Modeling gas-phase H O between 5 (mu)m and 540 (mu)m toward massive protostars

We present models and observations of gas-phase H 2O lines between 5 and 540 (mu)m toward deeply embedded massive protostars, involving both pure rotational and ro-vibrational transitions. The data have been obtained for 6 sources with both the Short and Long Wavelength Spectrometers (SWS and LWS) on board the Infrared Space Observatory (ISO) and with the Submillimeter Wave Astronomy Satellite (SWAS). For comparison, CO J=7-6 spectra have been observed with the MPIfR/SRON 800 GHz heterodyne spectrometer at the James Clerk Maxwell Telescope (JCMT). A radiative transfer model in combination with different physical/chemical scenarios has been used to model these H 2O lines for 4 sources to probe the chemical structure of these massive protostars. The results indicate that pure gas-phase production of H 2O cannot explain the observed spectra. Ice evaporation in the warm inner envelope and freeze-out in the cold outer part are important for most of our sources and occur at T~90-110 K. The ISO-SWS data are particularly sensitive to ice evaporation in the inner part whereas the ISO-LWS data are good diagnostics of freeze-out in the outer region.
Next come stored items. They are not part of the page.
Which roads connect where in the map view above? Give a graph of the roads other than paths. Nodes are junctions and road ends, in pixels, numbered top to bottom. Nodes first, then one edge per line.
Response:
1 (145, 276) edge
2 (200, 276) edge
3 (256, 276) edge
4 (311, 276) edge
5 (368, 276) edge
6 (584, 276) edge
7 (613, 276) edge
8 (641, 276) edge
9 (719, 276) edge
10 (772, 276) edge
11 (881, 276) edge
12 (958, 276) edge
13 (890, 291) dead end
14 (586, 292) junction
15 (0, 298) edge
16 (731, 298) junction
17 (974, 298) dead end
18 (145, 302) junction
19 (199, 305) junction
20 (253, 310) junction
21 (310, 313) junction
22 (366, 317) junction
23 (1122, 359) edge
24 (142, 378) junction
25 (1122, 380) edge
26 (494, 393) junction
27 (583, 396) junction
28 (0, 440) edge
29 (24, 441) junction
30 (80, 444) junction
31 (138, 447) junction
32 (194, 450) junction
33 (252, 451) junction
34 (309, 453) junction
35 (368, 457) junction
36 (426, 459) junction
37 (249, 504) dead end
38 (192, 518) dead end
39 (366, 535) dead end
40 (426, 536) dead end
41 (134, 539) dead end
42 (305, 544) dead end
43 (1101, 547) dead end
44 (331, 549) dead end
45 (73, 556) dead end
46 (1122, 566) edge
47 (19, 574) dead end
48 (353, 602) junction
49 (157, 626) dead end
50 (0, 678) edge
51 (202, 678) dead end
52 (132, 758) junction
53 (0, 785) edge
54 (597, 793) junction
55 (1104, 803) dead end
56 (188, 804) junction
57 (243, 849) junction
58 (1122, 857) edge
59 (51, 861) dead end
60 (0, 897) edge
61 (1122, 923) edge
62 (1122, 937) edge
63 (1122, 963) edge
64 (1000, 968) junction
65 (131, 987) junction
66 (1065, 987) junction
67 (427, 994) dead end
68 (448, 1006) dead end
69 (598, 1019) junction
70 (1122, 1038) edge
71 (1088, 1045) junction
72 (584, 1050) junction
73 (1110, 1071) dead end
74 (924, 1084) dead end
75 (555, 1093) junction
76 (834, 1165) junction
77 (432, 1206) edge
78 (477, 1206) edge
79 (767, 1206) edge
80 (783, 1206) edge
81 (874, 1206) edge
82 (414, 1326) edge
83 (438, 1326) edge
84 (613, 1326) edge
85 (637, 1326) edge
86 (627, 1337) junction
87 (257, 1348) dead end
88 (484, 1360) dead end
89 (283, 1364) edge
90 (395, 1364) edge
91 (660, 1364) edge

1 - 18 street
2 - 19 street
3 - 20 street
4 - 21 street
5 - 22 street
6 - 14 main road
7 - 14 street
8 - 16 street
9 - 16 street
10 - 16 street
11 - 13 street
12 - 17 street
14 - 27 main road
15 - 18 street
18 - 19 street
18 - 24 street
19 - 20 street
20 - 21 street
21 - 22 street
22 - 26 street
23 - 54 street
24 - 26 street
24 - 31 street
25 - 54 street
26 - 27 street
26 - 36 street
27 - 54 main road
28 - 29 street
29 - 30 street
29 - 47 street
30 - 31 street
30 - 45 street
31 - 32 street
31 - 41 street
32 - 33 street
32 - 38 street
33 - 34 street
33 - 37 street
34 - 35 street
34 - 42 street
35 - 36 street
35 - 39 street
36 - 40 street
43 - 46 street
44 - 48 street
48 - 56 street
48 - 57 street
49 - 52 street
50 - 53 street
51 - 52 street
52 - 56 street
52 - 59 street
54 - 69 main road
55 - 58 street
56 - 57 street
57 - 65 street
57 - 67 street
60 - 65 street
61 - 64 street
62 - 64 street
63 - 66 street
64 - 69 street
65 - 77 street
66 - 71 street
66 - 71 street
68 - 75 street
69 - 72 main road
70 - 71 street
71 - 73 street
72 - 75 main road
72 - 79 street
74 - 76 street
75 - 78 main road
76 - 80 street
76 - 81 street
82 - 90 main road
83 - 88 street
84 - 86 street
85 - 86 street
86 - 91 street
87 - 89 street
The modeling suggests that the 557 GHz SWAS line includes contributions from both the cold and the warm H 2O gas. The SWAS line profiles indicate that for some of the sources a fraction of up to 50% of the total flux may originate in the outflow. Shocks do not seem to contribute significantly to the observed emission in other H 2O lines, however, in contrast with the case for Orion. The results show that three of the observed and modeled H 2O lines, the 303-212, 212-101, and 110-101 lines, are good candidates to observe with the Herschel Space Observatory in order to further investigate the physical and chemical conditions in massive star-forming regions.